**Recorded data**
------------------------------------------------
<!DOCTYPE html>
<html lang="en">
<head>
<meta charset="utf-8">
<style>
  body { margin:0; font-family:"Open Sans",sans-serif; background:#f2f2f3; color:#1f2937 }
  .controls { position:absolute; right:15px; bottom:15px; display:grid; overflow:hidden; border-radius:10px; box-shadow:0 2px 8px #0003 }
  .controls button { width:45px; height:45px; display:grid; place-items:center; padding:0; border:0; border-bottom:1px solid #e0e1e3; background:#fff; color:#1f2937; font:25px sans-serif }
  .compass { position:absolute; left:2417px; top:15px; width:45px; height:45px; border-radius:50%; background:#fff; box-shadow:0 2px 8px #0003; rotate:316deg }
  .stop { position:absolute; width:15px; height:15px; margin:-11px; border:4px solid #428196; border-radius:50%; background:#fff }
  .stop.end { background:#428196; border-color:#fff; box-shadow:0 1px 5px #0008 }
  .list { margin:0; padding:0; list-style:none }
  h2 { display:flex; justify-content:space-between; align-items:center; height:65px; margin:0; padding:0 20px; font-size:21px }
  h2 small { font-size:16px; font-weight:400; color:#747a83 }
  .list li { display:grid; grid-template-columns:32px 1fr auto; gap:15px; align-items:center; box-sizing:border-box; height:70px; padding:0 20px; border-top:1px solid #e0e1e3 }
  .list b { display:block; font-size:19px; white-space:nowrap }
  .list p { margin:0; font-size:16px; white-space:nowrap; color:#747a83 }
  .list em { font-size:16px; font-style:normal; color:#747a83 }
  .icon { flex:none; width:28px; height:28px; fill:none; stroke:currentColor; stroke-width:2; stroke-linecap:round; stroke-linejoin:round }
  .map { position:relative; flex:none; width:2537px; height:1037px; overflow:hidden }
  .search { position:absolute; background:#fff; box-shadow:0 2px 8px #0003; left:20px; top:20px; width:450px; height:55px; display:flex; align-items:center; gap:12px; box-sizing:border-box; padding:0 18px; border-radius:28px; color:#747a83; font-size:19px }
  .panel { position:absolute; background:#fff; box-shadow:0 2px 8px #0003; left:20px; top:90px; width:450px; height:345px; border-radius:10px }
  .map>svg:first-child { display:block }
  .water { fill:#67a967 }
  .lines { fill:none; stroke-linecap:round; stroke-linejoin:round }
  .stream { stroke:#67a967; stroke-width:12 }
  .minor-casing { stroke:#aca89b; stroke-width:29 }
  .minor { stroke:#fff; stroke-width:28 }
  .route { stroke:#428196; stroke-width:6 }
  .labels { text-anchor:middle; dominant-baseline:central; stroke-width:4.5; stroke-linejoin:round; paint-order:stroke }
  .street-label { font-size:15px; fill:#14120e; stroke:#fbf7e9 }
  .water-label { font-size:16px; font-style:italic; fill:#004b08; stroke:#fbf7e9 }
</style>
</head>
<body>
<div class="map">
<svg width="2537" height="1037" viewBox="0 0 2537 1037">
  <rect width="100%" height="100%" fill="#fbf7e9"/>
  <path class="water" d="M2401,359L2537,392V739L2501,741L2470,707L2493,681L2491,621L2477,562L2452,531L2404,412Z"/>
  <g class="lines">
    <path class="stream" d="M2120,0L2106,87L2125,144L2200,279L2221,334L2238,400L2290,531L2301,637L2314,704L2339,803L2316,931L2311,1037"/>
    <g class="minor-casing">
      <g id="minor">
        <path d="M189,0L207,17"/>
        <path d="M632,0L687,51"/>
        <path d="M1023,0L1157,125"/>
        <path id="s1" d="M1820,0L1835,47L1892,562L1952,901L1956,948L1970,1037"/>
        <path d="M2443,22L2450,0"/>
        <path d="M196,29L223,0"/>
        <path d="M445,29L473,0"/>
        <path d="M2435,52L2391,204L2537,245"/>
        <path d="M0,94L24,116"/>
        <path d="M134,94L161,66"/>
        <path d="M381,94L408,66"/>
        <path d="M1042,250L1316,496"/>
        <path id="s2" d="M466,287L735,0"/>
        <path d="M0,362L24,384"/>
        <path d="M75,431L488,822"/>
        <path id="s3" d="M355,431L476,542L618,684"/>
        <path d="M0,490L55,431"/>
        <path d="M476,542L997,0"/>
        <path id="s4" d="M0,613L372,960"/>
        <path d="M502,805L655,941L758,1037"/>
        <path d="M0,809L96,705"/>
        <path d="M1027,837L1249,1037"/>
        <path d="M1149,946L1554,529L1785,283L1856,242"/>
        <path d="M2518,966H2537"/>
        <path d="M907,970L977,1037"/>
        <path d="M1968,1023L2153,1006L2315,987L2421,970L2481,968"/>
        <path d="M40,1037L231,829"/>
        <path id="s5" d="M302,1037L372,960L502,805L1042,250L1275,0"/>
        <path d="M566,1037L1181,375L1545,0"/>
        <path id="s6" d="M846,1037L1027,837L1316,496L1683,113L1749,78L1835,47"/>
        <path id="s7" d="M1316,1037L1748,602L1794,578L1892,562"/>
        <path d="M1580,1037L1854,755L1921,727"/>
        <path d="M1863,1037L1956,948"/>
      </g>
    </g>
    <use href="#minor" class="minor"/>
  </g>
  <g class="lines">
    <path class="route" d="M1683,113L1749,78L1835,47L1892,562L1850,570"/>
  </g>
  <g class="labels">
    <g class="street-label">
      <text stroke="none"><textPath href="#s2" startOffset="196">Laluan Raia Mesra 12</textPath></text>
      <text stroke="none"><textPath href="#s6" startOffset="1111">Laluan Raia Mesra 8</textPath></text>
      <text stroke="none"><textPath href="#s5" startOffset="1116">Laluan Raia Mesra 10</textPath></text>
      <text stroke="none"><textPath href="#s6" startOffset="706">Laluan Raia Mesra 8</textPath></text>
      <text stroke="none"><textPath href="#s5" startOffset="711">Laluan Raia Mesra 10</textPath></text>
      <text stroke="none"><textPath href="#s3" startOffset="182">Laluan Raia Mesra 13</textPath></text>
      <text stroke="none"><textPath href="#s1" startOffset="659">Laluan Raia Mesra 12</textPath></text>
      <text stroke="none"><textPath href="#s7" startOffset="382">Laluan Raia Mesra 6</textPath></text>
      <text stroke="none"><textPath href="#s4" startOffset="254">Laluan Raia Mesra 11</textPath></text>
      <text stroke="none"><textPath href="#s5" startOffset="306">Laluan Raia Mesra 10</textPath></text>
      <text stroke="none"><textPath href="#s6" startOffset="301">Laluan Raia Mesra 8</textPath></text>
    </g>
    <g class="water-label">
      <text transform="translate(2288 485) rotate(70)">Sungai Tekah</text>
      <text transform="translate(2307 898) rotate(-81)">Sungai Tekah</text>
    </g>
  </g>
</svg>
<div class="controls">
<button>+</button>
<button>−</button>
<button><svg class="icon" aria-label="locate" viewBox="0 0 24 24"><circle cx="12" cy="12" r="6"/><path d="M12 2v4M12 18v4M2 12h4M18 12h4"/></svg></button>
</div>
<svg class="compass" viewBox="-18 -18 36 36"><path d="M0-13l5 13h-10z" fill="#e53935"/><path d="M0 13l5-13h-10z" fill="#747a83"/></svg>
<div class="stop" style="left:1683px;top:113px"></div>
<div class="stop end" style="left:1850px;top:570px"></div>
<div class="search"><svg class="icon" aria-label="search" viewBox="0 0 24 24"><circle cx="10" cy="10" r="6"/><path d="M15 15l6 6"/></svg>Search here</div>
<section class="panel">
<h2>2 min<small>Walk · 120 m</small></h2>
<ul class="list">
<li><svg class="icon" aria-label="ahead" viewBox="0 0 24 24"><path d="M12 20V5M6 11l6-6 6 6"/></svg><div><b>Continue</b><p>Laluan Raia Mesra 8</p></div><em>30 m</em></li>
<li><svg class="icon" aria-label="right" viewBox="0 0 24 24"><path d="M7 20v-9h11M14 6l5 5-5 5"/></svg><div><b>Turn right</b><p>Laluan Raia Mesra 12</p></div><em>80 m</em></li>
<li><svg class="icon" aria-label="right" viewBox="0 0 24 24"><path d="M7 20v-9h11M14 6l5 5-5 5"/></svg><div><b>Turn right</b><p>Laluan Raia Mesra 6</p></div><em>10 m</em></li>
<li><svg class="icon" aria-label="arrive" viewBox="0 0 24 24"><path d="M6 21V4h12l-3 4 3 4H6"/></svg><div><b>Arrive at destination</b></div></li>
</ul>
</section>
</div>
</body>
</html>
------------------------------------------------
**Activity**
Copy the lines of the data above exactly as written, beginning with the line containing "position:absolute; right:15px; bottom:15px;" and ending with the line containing "flex:none; width:28px; height:28px;", and leave out all other lines.

**Result for this task**
  .controls { position:absolute; right:15px; bottom:15px; display:grid; overflow:hidden; border-radius:10px; box-shadow:0 2px 8px #0003 }
  .controls button { width:45px; height:45px; display:grid; place-items:center; padding:0; border:0; border-bottom:1px solid #e0e1e3; background:#fff; color:#1f2937; font:25px sans-serif }
  .compass { position:absolute; left:2417px; top:15px; width:45px; height:45px; border-radius:50%; background:#fff; box-shadow:0 2px 8px #0003; rotate:316deg }
  .stop { position:absolute; width:15px; height:15px; margin:-11px; border:4px solid #428196; border-radius:50%; background:#fff }
  .stop.end { background:#428196; border-color:#fff; box-shadow:0 1px 5px #0008 }
  .list { margin:0; padding:0; list-style:none }
  h2 { display:flex; justify-content:space-between; align-items:center; height:65px; margin:0; padding:0 20px; font-size:21px }
  h2 small { font-size:16px; font-weight:400; color:#747a83 }
  .list li { display:grid; grid-template-columns:32px 1fr auto; gap:15px; align-items:center; box-sizing:border-box; height:70px; padding:0 20px; border-top:1px solid #e0e1e3 }
  .list b { display:block; font-size:19px; white-space:nowrap }
  .list p { margin:0; font-size:16px; white-space:nowrap; color:#747a83 }
  .list em { font-size:16px; font-style:normal; color:#747a83 }
  .icon { flex:none; width:28px; height:28px; fill:none; stroke:currentColor; stroke-width:2; stroke-linecap:round; stroke-linejoin:round }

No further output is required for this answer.